Egemen: Çisem sen neredesin?
Egemen: Kim takip ediyor?
Egemen: Abi ne oluyor orada?
Egemen: Çisem cevap yazsana!
Çisem: Okulun yakınlarındayım. Biri beni takip ediyor ve ne yapacağımı bilmiyorum. Yardımına ihtiyacım var.
Egemen: Tamam korkma. Konum at. Birazdan oraya gelirim. Ama sen toplumun olduğu yerlerde olmaya çalış. Fazla da uzaklaşma. Off. Çisem korkma birtanem tamam mı?
Çisem: Tamam
Yazıp konum attım ve ileride gördüğüm bir kafeye girip bir yere oturdum. Adam onu fark ettiğimi anlamamıştı. Bu yüzden kafenin duvarına yaslanmış bekliyordu. Göz yaşlarım artık dayanamayıp akmaya başladılar. Ama adamı kuşkulandırmak istemediğim için telefonumu çıkarıp onunla ilgileniyormuş gibi yapmaya başladım. Bu sırada bir garson yanıma geldi.
"İyi misiniz hanımefendi?"
"İ... İyiyim." dedim kekeleyerek.
"Bir sorun mu var?" der demez başımı hemen ona çevirip 'hayır' der gibi salladım. Adamda fazla uzatmayarak yanımdan ayrıldı. Beni takip eden adamın az önce olduğu yere baktığımsa onu göremedim. Hemen etrafıma bakındım fakat hiçbir yerde yoktu. Demek ki anlamıştı. Peki şu anda güvende miydim? Hiç zannetmiyorum. Refleks olarak arkamdaki masalara baktım. Bu sırada hiçbir şey duymuyordum. Sanki kulaklarımı kulak tıkacıyla tıkamışlardı. Omzuma dokunulunca korkuyla irkildim. Beni dürten kişiyi görünce direk ayağa kaltım ve ona sarıldım. Egemen dediği gibi birkaç dakika içerisinde burada olmuştu. Ona sarılınca güvende olduğumu hissetmiştim nedensizce. Egemen bu kadar etkilimiydi benim için? Hayata karşı olmayan güvenimi kıracak kadar. Daha önce hiç böyle biri hayatımda olmamıştı. Ve şimdi Egemen'e sarılmak o kadar güzeldi ki.

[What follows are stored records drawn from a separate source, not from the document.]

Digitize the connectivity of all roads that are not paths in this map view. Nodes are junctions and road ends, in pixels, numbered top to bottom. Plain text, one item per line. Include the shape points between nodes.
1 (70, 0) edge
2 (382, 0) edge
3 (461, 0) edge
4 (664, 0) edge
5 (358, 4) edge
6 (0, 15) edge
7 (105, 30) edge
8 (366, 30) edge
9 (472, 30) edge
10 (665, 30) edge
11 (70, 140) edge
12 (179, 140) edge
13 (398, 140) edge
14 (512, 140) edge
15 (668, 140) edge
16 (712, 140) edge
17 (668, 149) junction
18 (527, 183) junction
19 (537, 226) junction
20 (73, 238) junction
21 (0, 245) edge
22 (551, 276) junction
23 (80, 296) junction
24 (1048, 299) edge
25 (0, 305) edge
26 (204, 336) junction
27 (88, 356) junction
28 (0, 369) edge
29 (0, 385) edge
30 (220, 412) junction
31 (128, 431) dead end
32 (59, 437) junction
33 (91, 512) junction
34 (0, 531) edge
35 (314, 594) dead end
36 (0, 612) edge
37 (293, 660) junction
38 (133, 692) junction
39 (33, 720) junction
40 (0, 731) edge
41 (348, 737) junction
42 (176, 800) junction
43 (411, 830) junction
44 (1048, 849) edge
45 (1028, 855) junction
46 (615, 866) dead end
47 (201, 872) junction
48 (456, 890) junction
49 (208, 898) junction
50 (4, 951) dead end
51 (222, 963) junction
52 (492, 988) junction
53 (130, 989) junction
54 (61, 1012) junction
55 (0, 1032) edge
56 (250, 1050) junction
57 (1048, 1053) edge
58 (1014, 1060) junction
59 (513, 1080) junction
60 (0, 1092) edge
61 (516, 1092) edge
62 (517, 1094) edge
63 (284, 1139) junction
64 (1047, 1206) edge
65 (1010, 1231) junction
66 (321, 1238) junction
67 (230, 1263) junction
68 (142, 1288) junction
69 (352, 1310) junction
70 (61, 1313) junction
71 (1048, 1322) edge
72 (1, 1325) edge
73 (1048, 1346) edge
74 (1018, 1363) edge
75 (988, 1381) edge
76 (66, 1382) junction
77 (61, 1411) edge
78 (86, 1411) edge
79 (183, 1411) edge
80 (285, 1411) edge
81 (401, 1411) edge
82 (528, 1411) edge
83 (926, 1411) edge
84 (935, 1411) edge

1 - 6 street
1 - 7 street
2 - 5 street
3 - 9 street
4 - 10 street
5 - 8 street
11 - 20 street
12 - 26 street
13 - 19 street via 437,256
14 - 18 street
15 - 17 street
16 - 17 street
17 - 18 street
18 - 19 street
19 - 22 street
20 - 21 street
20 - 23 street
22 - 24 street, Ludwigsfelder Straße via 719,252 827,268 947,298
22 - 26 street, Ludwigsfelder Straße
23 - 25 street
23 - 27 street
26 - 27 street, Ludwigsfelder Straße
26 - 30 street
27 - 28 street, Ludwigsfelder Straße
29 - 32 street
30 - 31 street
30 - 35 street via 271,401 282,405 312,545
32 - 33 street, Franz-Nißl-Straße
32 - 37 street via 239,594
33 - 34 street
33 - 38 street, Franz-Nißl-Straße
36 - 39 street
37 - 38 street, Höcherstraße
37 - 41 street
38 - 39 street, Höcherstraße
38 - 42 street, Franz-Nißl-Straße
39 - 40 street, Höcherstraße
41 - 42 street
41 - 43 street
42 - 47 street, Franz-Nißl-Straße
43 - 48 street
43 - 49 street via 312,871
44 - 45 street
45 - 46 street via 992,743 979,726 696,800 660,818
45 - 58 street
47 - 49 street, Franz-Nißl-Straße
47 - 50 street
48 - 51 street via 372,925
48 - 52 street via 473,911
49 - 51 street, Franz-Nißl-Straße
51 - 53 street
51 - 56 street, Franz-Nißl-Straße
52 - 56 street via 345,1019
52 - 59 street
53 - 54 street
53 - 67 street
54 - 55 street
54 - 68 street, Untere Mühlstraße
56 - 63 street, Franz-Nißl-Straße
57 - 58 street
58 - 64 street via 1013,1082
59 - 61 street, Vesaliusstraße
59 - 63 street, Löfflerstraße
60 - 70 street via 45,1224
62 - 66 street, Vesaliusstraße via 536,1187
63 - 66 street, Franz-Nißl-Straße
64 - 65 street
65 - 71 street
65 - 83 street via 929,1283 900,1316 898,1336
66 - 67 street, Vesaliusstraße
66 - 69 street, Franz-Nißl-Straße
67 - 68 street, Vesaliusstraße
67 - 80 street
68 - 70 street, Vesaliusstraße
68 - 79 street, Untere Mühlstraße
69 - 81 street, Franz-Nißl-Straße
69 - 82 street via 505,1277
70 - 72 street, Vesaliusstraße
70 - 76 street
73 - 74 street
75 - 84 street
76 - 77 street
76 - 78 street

Keşke hep böyle olsak korktuğumda, kendimi güvende hissetmediğimde, ağladığımda, üzüldüğümde keşke hep sarsa beni güçlü kollarıyla. Bu düşüncelerin hepsi akıp gidiyordu göz yaşlarımla. Siz hiç böyle birisi ile tanıştınız mı? Ben hiç tanışmadım. Bu yüzden de bu duygular benim için çok yeni. Bu yüzden bu kadar güçsüz değil miyim zaten? Keşke kendi kendime ayağa kalkabilsem. Kendi kendime devam edebilsem yoluma. Herkes beni bırakmaya hazırken ben onları bırakmaya hiç hazır değildim. İşte bu yüzden bu kadar üzgünüm...Birkaç dakika sonra ayrıldığımız da Egemen bizi soru yağmuruna tutmaya başladı. Olayların hepsini anlattım. Cihan meselesinide.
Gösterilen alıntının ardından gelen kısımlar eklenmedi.